Para que esto haya sido posible, Nayla ha tenido que dar muchas batallas personales,  como las que tenemos dar todos, con la diferencia de que el sistema en este lado del mundo funciona más a su favor.  La educación para sus hijos hasta terminar el bachillerato fue pública y gratuita, la orden de alejamiento de un marido maltratador fue expedita y el trabajo no le ha faltado, aunque encontrarlo se ha hecho difícil en un país con un índice de paro superior al veinte por ciento.  Tiene un contrato de medio tiempo con una empresa que presta servicios de limpieza a la seguridad social y siete casas en las que trabaja por horas para limpiarlas. Eso sí, corre mucho.  Aún con ello, a veces, los fines de semana hace y vende empanadas por encargo.

Nayla puede atender tantos trabajos porque cuenta con un sistema de transporte eficiente que le permite desplazarse con prontitud, pagando un abono mensual con un precio fijo, y llegar hasta su casa, ubicada en un municipio que está a trece kilómetros del centro de Madrid.  Vive en un quinto piso y en su vivienda, alquilada, dispone de tres habitaciones, dos baños, cocina, salón comedor y terraza.  Por supuesto, realquila una habitación para ayudarse.
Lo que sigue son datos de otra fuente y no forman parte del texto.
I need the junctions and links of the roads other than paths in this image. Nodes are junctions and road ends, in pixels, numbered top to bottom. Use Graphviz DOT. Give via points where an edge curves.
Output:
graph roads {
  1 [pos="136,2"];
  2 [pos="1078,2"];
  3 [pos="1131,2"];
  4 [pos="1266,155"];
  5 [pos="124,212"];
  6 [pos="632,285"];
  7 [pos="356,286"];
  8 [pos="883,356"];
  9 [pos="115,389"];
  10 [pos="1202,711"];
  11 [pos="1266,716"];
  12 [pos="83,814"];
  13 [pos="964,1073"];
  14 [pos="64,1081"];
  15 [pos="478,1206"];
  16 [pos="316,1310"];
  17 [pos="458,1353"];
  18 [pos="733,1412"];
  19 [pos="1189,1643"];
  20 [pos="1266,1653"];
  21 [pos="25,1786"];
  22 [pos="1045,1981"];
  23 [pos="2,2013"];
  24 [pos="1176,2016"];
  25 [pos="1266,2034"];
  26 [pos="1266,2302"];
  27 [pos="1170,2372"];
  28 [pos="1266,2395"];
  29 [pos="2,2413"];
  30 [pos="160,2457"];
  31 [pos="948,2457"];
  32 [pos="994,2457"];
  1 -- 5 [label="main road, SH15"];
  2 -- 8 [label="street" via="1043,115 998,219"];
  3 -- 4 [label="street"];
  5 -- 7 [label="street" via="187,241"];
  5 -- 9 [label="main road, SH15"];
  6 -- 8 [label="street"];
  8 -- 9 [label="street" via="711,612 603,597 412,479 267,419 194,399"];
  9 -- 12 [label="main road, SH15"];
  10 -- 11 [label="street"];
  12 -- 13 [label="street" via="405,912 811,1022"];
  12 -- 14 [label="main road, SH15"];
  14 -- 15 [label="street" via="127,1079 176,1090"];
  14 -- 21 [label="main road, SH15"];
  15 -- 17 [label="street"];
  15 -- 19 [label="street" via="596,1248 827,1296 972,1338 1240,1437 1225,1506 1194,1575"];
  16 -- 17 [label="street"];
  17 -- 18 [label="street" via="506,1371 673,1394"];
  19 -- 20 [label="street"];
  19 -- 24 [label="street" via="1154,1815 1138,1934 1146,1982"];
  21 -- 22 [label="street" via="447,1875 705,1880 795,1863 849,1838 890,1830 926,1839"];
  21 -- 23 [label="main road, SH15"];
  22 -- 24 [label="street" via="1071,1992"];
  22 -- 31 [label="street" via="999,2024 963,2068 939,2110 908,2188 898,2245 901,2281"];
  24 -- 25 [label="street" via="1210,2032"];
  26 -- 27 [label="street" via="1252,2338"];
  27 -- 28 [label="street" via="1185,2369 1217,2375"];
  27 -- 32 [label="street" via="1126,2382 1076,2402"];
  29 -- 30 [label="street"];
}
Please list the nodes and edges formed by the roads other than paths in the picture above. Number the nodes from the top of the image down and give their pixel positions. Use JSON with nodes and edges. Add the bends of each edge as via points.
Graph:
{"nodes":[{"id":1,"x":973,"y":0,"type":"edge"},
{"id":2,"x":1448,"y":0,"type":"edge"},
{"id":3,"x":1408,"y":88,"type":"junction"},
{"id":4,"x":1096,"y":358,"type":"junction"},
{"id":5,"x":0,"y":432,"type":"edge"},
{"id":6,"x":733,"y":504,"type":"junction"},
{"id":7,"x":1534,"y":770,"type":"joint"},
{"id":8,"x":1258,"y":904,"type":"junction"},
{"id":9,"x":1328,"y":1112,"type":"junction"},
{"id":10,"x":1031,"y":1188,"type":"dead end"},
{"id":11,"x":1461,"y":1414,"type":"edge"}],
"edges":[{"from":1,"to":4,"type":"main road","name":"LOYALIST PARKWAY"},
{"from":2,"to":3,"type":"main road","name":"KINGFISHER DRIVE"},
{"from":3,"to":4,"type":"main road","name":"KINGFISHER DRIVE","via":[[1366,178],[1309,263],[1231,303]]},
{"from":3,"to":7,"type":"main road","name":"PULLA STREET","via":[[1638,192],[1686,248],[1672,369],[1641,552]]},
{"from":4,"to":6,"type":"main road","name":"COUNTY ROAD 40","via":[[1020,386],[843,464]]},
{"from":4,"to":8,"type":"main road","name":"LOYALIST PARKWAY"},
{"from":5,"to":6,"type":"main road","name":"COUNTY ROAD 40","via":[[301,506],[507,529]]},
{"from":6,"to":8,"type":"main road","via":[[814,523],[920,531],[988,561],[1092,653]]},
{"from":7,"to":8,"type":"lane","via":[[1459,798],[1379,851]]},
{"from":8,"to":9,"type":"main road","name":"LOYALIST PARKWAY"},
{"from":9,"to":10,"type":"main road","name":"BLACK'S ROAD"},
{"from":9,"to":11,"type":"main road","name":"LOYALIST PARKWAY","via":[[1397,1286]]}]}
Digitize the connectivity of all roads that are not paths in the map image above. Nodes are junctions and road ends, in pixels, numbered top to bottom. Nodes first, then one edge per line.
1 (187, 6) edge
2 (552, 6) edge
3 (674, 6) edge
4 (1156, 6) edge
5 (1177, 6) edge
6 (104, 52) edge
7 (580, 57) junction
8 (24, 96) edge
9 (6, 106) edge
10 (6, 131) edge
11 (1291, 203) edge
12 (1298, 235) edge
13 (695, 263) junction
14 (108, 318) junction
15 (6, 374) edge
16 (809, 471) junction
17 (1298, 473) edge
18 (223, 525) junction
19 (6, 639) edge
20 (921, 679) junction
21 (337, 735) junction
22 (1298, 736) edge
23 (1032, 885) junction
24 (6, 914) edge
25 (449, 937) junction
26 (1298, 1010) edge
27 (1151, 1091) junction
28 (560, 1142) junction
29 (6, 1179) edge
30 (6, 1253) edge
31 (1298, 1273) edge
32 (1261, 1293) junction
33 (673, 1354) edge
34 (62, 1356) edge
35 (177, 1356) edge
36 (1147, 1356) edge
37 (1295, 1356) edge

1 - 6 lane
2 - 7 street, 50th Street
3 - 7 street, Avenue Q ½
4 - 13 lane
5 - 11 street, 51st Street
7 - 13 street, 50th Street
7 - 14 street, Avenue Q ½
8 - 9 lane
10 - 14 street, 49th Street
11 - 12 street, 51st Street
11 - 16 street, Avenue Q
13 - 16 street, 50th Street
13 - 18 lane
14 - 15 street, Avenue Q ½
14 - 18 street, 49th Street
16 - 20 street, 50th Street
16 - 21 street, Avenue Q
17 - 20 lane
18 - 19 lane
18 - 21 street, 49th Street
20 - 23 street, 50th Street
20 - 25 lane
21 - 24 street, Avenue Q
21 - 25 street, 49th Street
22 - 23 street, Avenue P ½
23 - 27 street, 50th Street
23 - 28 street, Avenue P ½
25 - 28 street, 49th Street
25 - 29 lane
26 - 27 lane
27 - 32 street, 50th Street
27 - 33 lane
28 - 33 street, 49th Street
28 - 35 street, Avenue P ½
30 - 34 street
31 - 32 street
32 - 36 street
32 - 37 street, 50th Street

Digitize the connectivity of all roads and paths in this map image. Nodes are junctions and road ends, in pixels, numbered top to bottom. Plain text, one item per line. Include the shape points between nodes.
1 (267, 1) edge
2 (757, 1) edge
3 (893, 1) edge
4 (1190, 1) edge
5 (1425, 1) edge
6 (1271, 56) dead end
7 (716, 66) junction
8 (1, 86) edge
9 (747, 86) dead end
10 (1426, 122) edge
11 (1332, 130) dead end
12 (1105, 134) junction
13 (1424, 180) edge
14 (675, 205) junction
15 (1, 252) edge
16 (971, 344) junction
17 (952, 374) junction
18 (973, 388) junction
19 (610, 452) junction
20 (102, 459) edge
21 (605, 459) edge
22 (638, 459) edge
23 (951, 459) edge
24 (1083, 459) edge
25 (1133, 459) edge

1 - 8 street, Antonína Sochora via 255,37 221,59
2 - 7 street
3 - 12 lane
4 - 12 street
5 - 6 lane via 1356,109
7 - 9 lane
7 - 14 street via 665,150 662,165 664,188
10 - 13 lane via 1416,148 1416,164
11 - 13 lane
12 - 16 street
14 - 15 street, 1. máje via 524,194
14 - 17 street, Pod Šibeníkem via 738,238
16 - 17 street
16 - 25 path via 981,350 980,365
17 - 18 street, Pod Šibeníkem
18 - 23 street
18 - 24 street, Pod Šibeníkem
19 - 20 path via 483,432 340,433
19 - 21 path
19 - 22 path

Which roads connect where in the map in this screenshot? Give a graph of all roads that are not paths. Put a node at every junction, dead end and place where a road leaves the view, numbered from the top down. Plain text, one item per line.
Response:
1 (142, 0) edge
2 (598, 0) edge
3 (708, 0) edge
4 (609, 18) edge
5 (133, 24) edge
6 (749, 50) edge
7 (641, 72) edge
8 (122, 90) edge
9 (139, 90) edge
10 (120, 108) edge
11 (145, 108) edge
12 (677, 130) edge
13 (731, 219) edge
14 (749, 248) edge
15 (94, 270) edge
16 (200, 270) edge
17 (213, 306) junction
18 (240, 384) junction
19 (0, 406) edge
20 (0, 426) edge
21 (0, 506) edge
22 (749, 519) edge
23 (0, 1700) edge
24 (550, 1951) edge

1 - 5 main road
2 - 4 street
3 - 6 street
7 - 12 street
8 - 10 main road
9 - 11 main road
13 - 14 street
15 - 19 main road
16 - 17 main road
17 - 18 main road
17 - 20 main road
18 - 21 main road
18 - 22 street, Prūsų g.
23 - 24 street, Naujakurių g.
Y esta noche se va  Londres.  Va a visitar el Museo Británico y el de Ciencias Naturales, cuyas entradas son gratuitas; y su hija obtuvo hora por Internet para contemplar la ciudad desde el Sky Garden que tiene bares y restaurantes, que podrían ser vedados para su poder adquisitivo, pero también jardines de acceso libre.
 
Nayla se va a Londres porque vive en un mundo de mayores oportunidades y más equitativo en el acceso a ellas, a pesar de lo cual se sienten pasos de animal grande que intenta hacerle retroceder lo que ha avanzado en derechos y bienestar. Entretanto, en el otro medio mundo sus ciudadanos mueren en el sueño y en el empeño de alcanzar alguna vez Estados equitativos, garantes de los derechos, e impulsores del bienestar general, ¡como los que se están perdiendo!